Activity. Show every line in the records below that contains the word "points".

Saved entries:
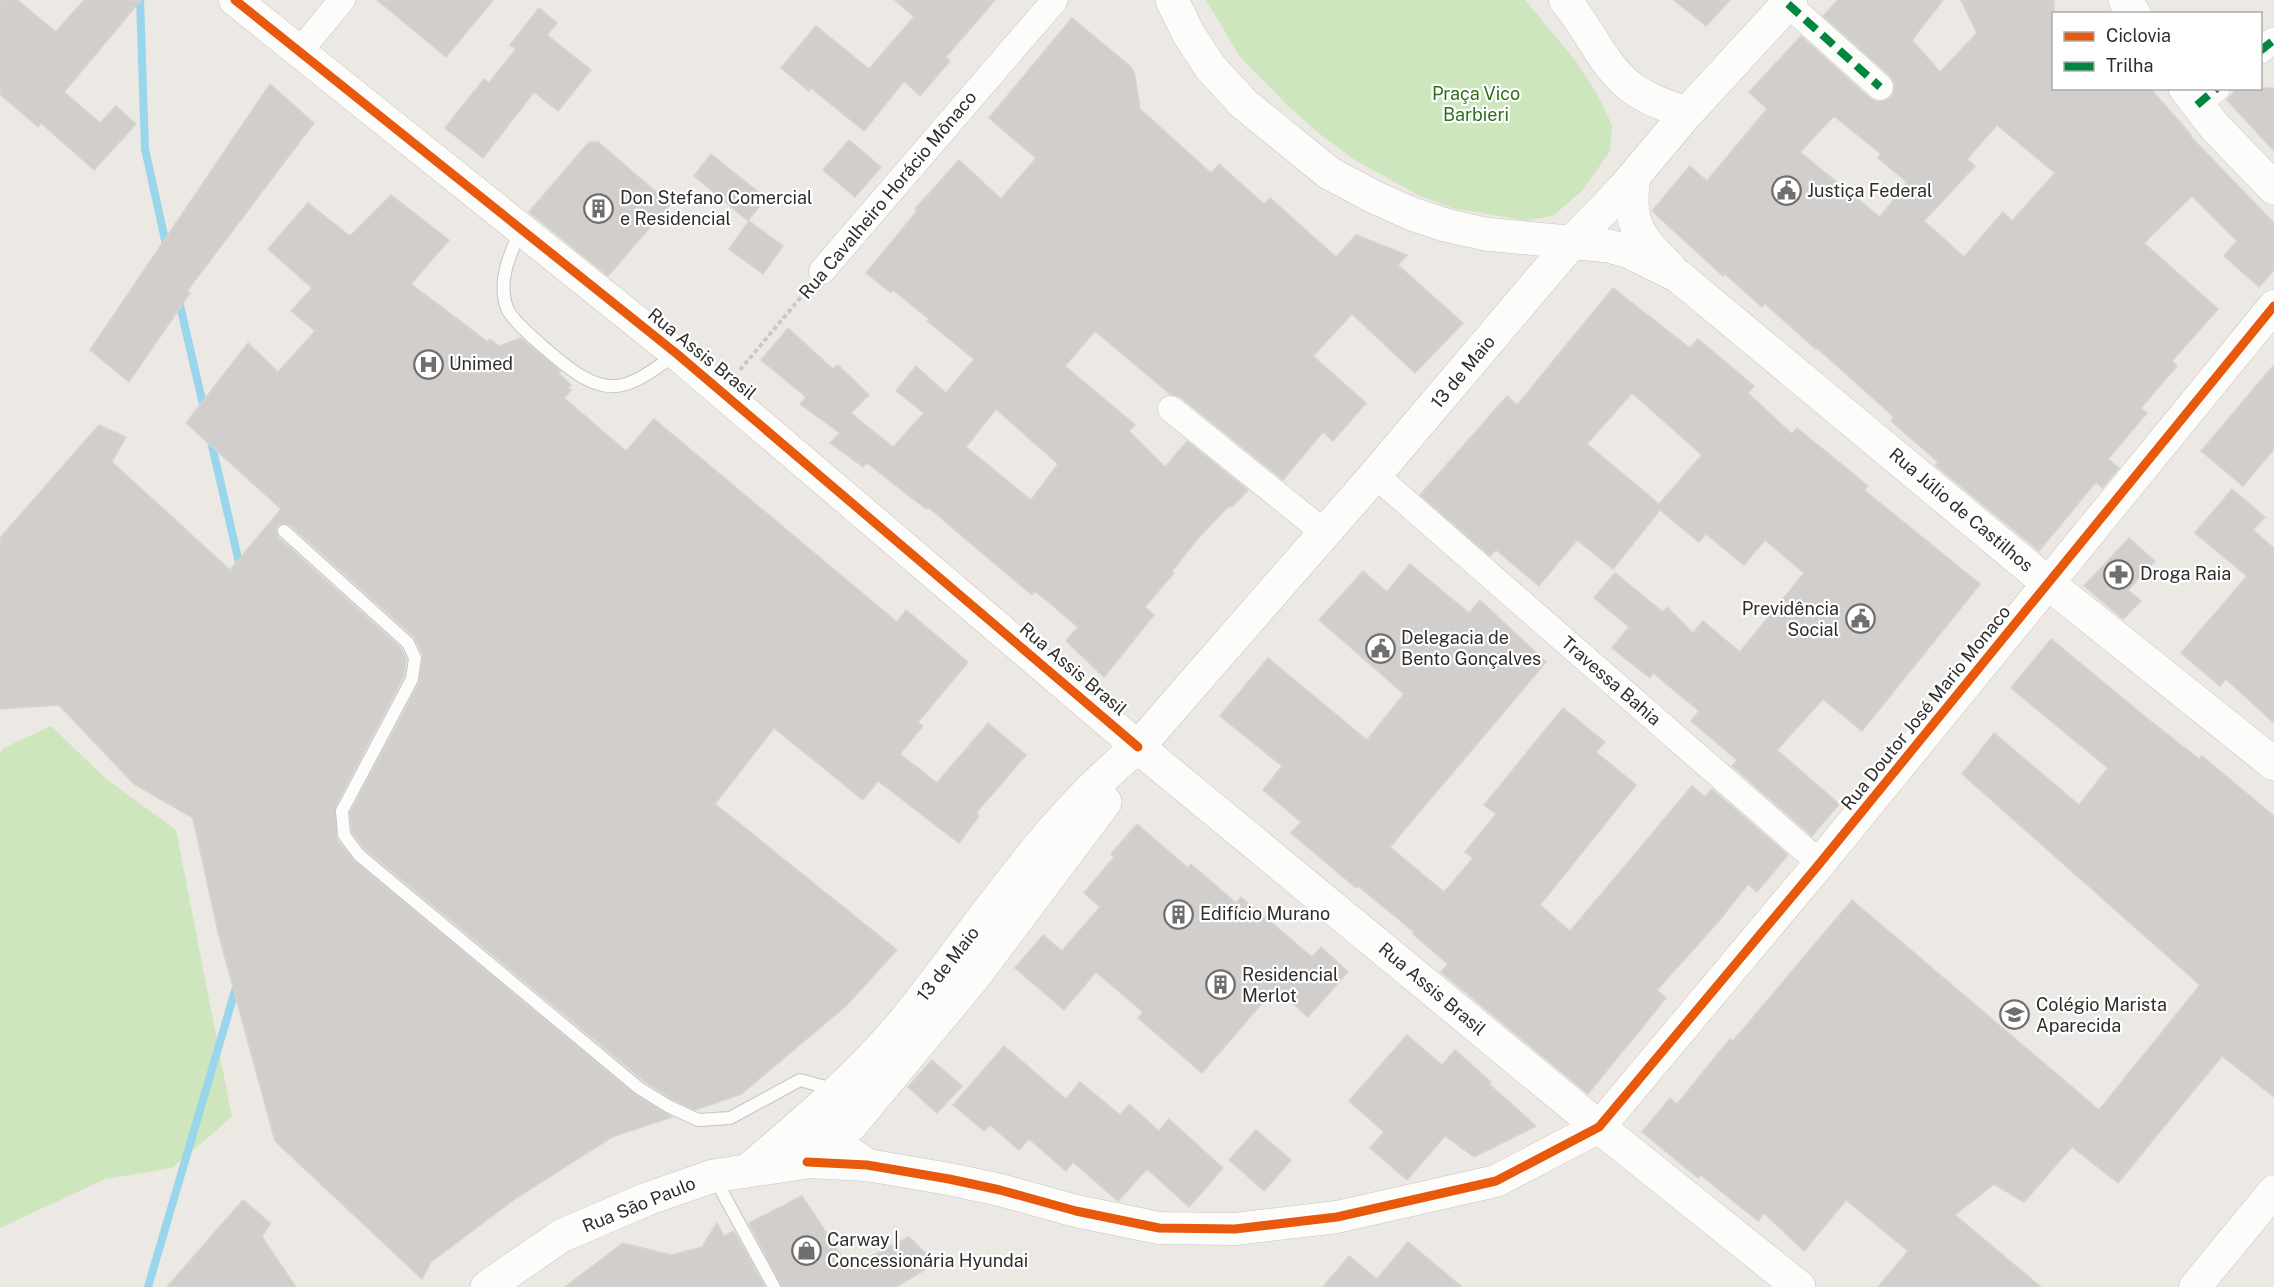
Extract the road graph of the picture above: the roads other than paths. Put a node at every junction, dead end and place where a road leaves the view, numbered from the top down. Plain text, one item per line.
1 (235, 0) edge
2 (342, 0) edge
3 (1054, 0) edge
4 (1172, 0) edge
5 (1565, 0) edge
6 (1789, 2) edge
7 (2274, 40) edge
8 (2262, 49) edge
9 (299, 52) junction
10 (1880, 87) dead end
11 (2200, 94) edge
12 (1687, 113) junction
13 (1634, 177) junction
14 (2274, 188) edge
15 (521, 229) junction
16 (1573, 241) junction
17 (822, 272) road end
18 (1678, 276) junction
19 (2274, 306) edge
20 (677, 354) junction
21 (1171, 409) dead end
22 (1375, 475) junction
23 (284, 531) dead end
24 (1325, 533) junction
25 (2049, 584) junction
26 (1138, 747) junction
27 (2274, 764) edge
28 (1820, 863) junction
29 (901, 1025) junction
30 (837, 1091) junction
31 (1599, 1127) junction
32 (832, 1141) junction
33 (807, 1162) junction
34 (867, 1166) junction
35 (747, 1171) junction
36 (713, 1176) junction
37 (2274, 1191) edge
38 (487, 1287) edge
39 (774, 1287) edge
40 (1799, 1287) edge
41 (2194, 1287) edge

1 - 9 street, Rua Assis Brasil
2 - 9 street
3 - 17 street, Rua Cavalheiro Horácio Mônaco
4 - 16 main road, Rua Júlio de Castilhos
5 - 12 street
6 - 10 street
6 - 12 main road, 13 de Maio
7 - 8 street
9 - 15 street, Rua Assis Brasil
11 - 14 main road
12 - 13 main road, 13 de Maio
13 - 16 main road, 13 de Maio
13 - 18 main road, Rua Júlio de Castilhos
15 - 20 street, Rua Assis Brasil
15 - 20 lane
16 - 18 main road, Rua Júlio de Castilhos
16 - 22 main road, 13 de Maio
18 - 25 main road, Rua Júlio de Castilhos
19 - 25 street, Rua Doutor José Mario Monaco
20 - 26 street, Rua Assis Brasil
21 - 24 street
22 - 24 main road, 13 de Maio
22 - 28 street, Travessa Bahia
23 - 30 lane
24 - 26 main road, 13 de Maio
25 - 27 main road, Rua Júlio de Castilhos
25 - 28 street, Rua Doutor José Mario Monaco
26 - 29 main road, 13 de Maio
26 - 31 main road, Rua Assis Brasil
26 - 32 main road, 13 de Maio
28 - 31 street, Rua Doutor José Mario Monaco
29 - 30 main road, 13 de Maio
29 - 32 main road
30 - 35 main road, 13 de Maio
31 - 34 street
31 - 40 main road, Rua Assis Brasil
32 - 33 main road, 13 de Maio
32 - 34 main road
33 - 34 street
33 - 35 main road, Rua São Paulo
35 - 36 main road, Rua São Paulo
36 - 38 main road, Rua São Paulo
36 - 39 lane
37 - 41 street

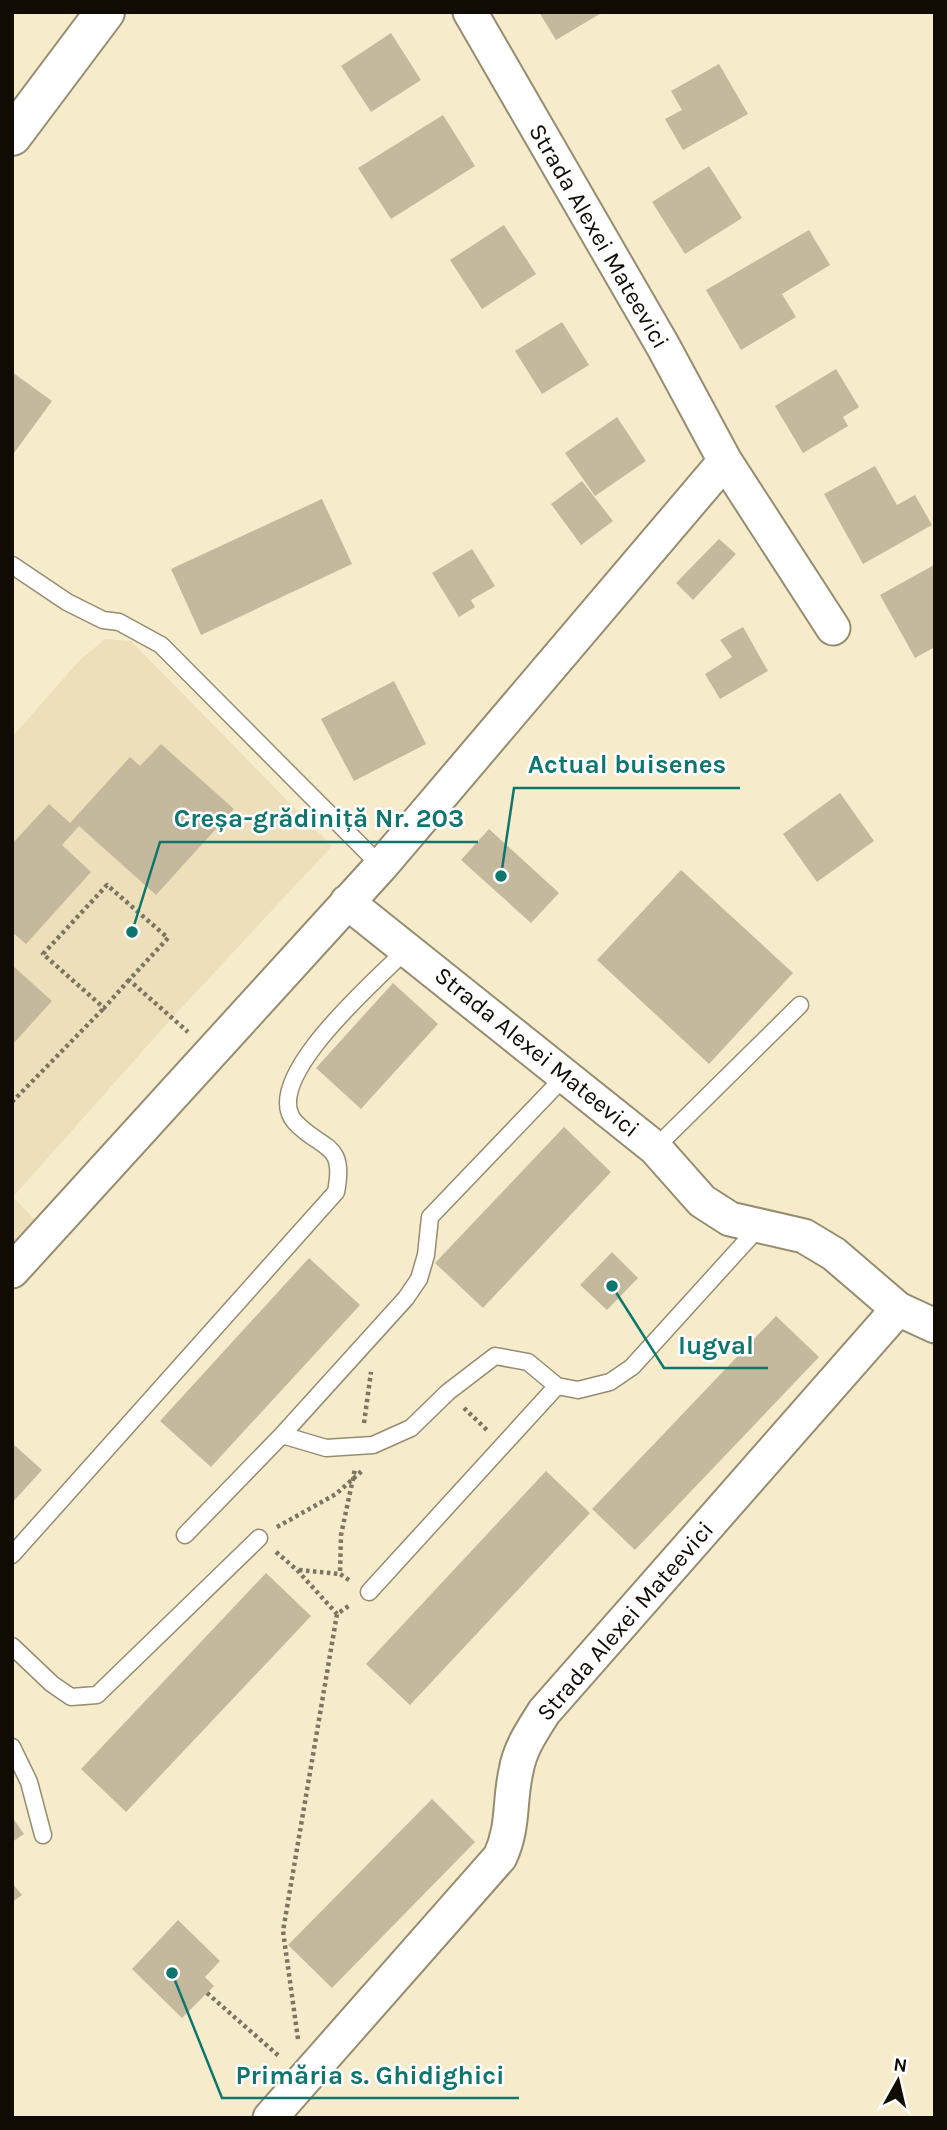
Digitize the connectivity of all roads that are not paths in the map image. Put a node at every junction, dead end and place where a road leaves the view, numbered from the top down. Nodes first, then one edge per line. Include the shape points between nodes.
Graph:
1 (470, 12) edge
2 (101, 15) edge
3 (12, 136) edge
4 (725, 461) junction
5 (12, 565) edge
6 (833, 628) dead end
7 (381, 866) junction
8 (347, 902) junction
9 (407, 949) junction
10 (800, 1005) dead end
11 (567, 1074) junction
12 (655, 1148) junction
13 (762, 1224) junction
14 (12, 1271) edge
15 (898, 1309) junction
16 (935, 1326) edge
17 (557, 1386) junction
18 (282, 1435) junction
19 (185, 1535) dead end
20 (259, 1538) road end
21 (12, 1555) edge
22 (369, 1592) road end
23 (12, 1646) edge
24 (12, 1747) edge
25 (43, 1835) dead end
26 (270, 2118) edge

1 - 4 street, Strada Alexei Mateevici
2 - 3 street
4 - 6 street, Strada Alexei Mateevici
4 - 7 street
5 - 7 lane via 67,602 161,645
7 - 8 street
8 - 9 street, Strada Alexei Mateevici
8 - 14 street
9 - 11 street, Strada Alexei Mateevici
9 - 21 lane via 306,1054 289,1084 288,1109 296,1122 329,1146 341,1170 336,1192
10 - 12 lane
11 - 12 street, Strada Alexei Mateevici
11 - 18 lane via 429,1217 426,1255 407,1298
12 - 13 street, Strada Alexei Mateevici via 702,1201 730,1219
13 - 15 street, Strada Alexei Mateevici via 804,1236 834,1254
13 - 17 lane via 632,1367 610,1382 578,1390
15 - 16 street, Strada Alexei Mateevici
15 - 26 street, Strada Alexei Mateevici via 544,1712 524,1742 509,1837 500,1857
17 - 18 lane via 528,1362 495,1356 411,1428 373,1445 326,1448
17 - 22 lane
18 - 19 lane
20 - 23 lane via 97,1695 71,1697
24 - 25 lane via 29,1782

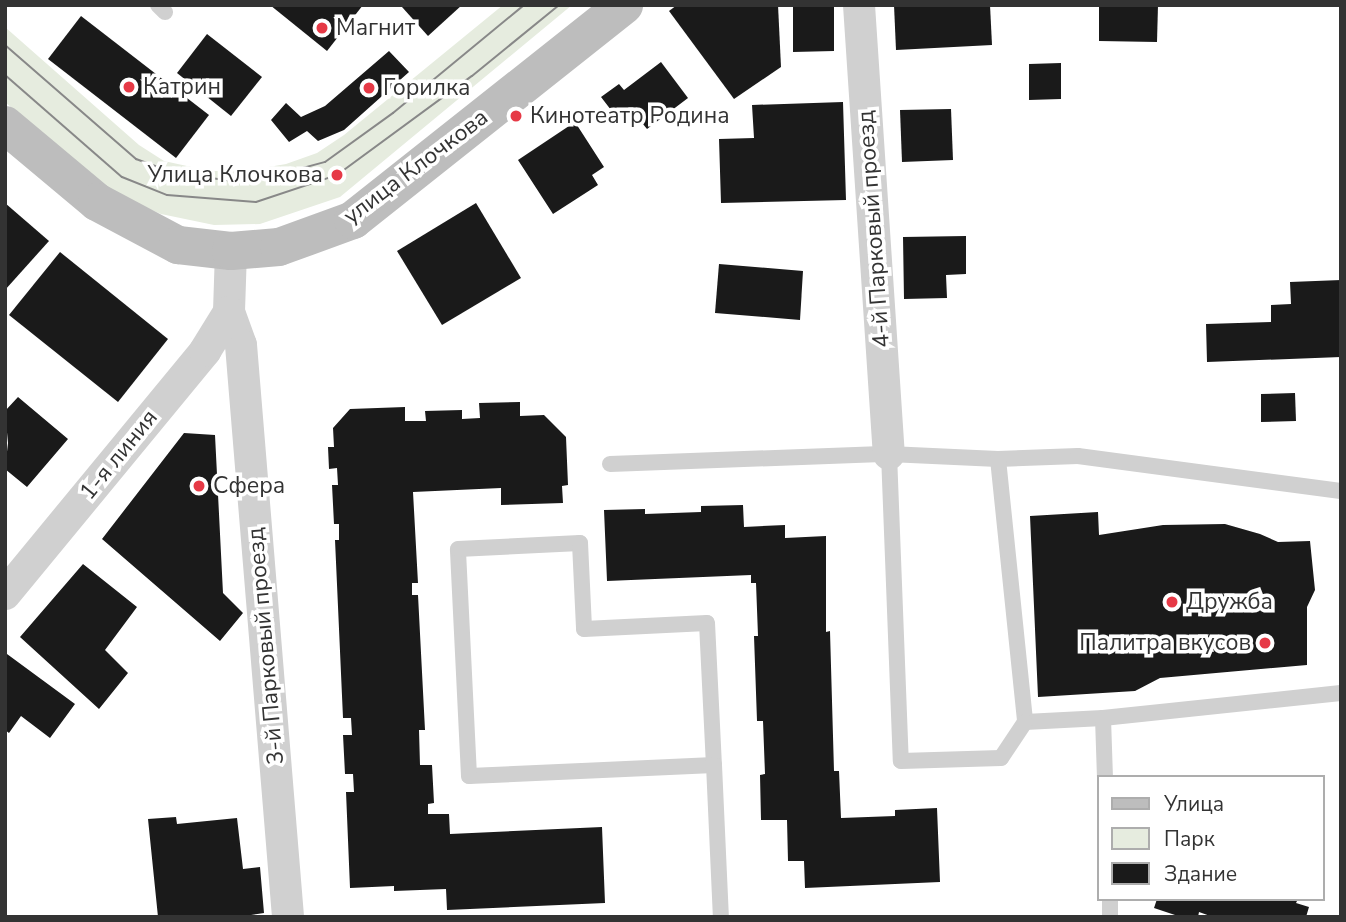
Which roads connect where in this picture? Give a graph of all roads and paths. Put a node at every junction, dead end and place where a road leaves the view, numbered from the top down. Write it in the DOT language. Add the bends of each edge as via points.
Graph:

Answer box.
Digitize the connectivity of all roads that are not paths in the map image. Put a node at every junction, dead end and place where a road leaves the view, numbered from the top down. Nodes first, then one edge per line. Include the shape points between nodes.
Which roads connect where in this picture? Give a graph of all roads and paths. Put a node at every junction, dead end and place where a road leaves the view, numbered from the top down. Write it in the DOT language. Add the bends of each edge as via points.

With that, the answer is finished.